▶ **WHAT YOU WILL DO**
Each line of the entries that contains the word "dead" adds one. Reply with the resulting number only.

▶ **Stored dataset items**

********

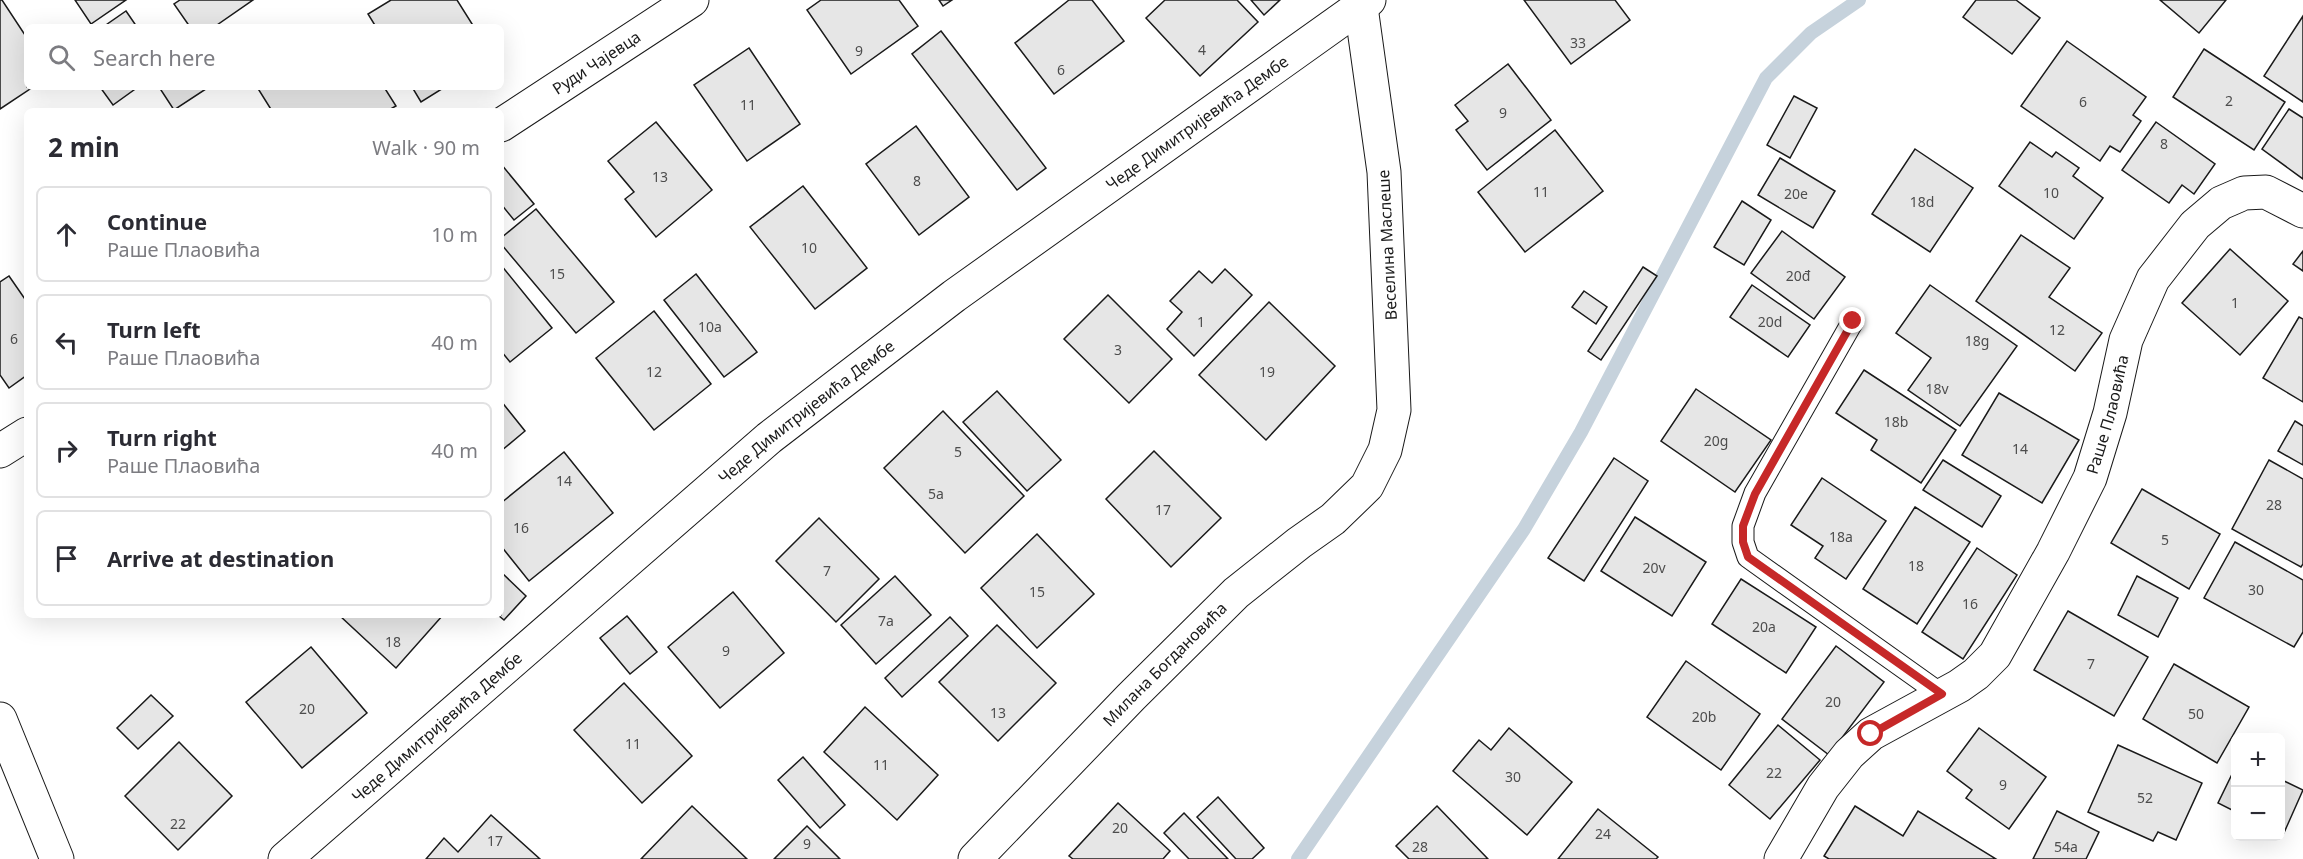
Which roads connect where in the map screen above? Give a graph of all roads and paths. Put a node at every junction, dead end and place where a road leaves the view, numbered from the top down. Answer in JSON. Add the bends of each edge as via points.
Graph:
{"nodes":[{"id":1,"x":692,"y":0,"type":"edge"},
{"id":2,"x":1363,"y":2,"type":"edge"},
{"id":3,"x":504,"y":123,"type":"edge"},
{"id":4,"x":2303,"y":211,"type":"edge"},
{"id":5,"x":1853,"y":321,"type":"dead end"},
{"id":6,"x":24,"y":436,"type":"edge"},
{"id":7,"x":0,"y":451,"type":"edge"},
{"id":8,"x":1367,"y":486,"type":"joint"},
{"id":9,"x":1942,"y":694,"type":"junction"},
{"id":10,"x":0,"y":719,"type":"edge"},
{"id":11,"x":57,"y":859,"type":"edge"},
{"id":12,"x":285,"y":859,"type":"edge"},
{"id":13,"x":975,"y":859,"type":"edge"},
{"id":14,"x":1781,"y":859,"type":"edge"}],
"edges":[{"from":1,"to":3,"type":"street","name":"Руди Чајевца"},
{"from":2,"to":8,"type":"street","name":"Веселина Маслеше","via":[[1384,172],[1394,410],[1385,450]]},
{"from":2,"to":12,"type":"street","name":"Чеде Димитријевића Дембе","via":[[954,296],[769,438]]},
{"from":4,"to":9,"type":"street","name":"Раше Плаовића","via":[[2266,192],[2244,193],[2221,203],[2195,225],[2152,279],[2126,340],[2090,478],[2053,552],[1995,656],[1976,674]]},
{"from":5,"to":9,"type":"lane","via":[[1755,494],[1743,526],[1743,542],[1748,557]]},
{"from":6,"to":7,"type":"street"},
{"from":8,"to":13,"type":"street","name":"Милана Богдановића","via":[[1333,519],[1236,593]]},
{"from":9,"to":14,"type":"street","name":"Раше Плаовића","via":[[1871,734],[1849,754],[1823,787]]},
{"from":10,"to":11,"type":"street"}]}
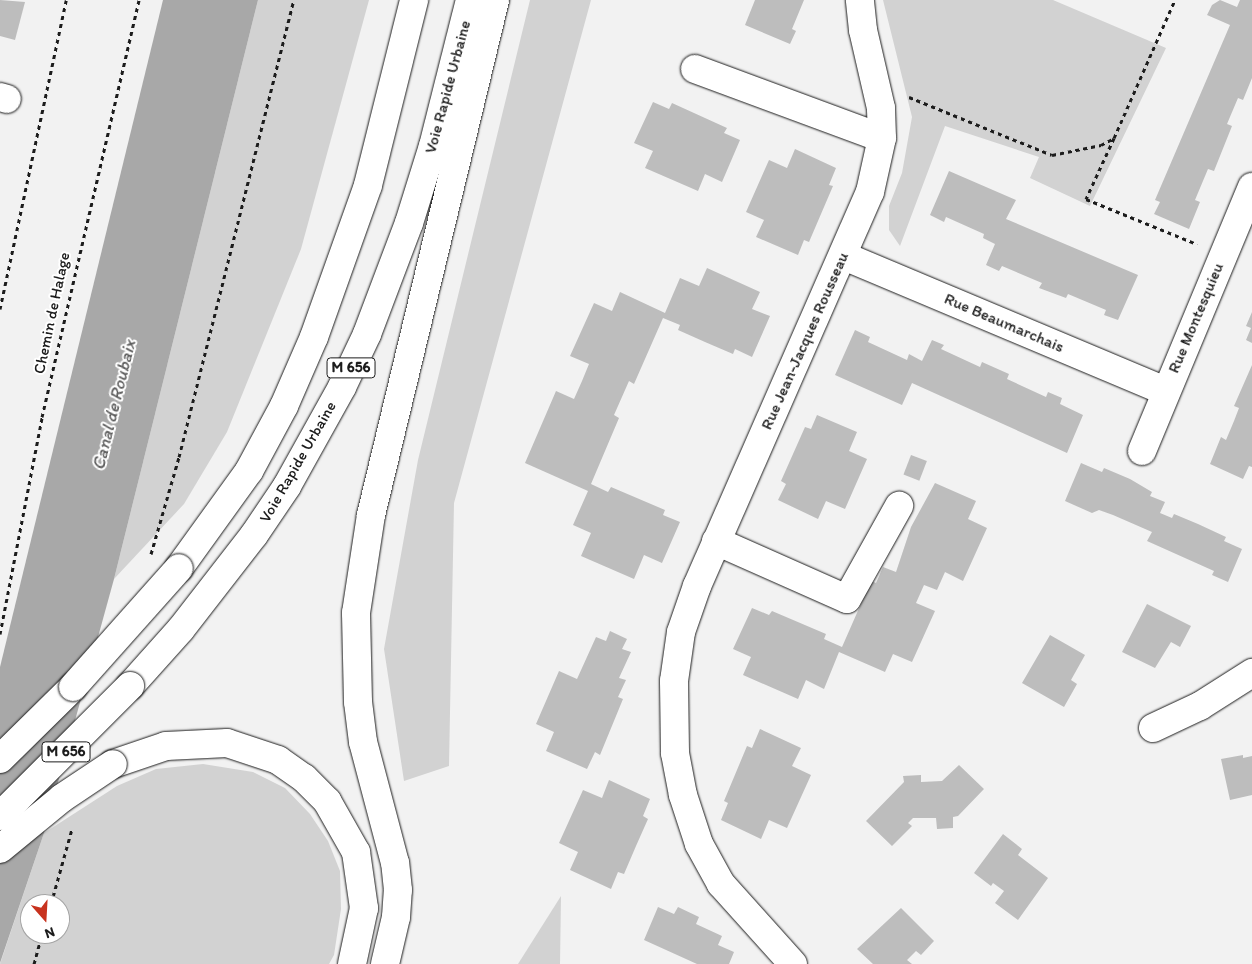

********

▶ **EXERCISE ANSWER**
2